Synchronize mongo databases on different servers

2020-06-16 06:03发布

问题:

I have next situation. I have two mongodb instances on different servers. For example

Mongodb instance on server "one" (host1:27017) with database: "test1"
Mongodb instance on server "two" (host2:27017) with database: "test2"

Now, i need to synchronize "test1" database from "host1:27017" with "test2" from "host2:27017".

By "synchronize" I mean next:

  1. If some collection from "test1" database doesn't exist in "test2" then this collection should be full copied in "test1" database.

  2. If some record from collection doesn't exist in "test2" database, then must be added otherwise updated. If record not exist in A collection in "test1" database, but exist in A collection in "test2" database, then record must be deleted from "test2".

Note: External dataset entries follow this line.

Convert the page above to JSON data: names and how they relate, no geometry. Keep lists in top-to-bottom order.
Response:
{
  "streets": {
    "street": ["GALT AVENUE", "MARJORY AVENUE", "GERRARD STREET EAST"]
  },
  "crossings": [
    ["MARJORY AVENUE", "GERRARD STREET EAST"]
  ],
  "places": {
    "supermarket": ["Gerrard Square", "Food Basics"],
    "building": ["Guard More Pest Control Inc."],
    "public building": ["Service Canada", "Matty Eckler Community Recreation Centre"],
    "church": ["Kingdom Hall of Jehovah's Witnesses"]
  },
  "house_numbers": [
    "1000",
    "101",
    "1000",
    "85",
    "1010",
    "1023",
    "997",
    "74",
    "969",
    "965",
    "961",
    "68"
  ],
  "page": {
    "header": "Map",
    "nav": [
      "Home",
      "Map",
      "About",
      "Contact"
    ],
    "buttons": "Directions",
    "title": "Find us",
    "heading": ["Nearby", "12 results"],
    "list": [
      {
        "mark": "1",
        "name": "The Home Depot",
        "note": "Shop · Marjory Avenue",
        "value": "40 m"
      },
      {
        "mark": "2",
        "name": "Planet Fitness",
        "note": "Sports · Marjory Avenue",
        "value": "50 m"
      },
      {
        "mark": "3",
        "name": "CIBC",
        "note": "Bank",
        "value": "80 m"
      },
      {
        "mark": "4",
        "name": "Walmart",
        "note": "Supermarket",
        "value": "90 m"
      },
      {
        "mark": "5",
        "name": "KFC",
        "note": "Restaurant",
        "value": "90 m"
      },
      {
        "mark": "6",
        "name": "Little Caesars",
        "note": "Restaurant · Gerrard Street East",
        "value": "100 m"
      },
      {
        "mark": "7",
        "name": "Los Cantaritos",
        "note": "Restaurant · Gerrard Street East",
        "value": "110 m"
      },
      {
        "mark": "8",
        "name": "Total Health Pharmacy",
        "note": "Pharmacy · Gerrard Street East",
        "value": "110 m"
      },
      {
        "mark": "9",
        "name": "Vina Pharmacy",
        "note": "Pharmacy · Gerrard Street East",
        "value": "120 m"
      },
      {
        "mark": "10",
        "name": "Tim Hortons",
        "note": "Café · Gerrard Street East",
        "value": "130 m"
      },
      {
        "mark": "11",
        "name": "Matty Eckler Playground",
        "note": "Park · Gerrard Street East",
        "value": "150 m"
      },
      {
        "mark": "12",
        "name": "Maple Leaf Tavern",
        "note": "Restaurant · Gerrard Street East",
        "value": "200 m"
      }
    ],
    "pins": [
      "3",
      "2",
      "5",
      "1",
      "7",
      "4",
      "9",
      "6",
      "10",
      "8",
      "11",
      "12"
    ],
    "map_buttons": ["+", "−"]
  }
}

By the way here is problem. For example: "test1" database has collection "A" with the following documents:

{
 _id: "1",
 name: "some name"
}

"test2" database has collection "A" with the following documents:

{
 _id: "1",
 name: "some name"
}

{
 _id: "2",
 name: "some name2"
}

If I perform db.copyDatabase('test1', 'test2', "host2:27017") I get error:

"errmsg" : "exception: E11000 duplicate key error index: test1.A.$id dup key: { : \"1\" }"

Same with cloneDatabase command. How I can resolve it ?

In general what are the ways to synchronize databases? I know what the simplest way is just copy files from one server to second, but maybe there are better ways.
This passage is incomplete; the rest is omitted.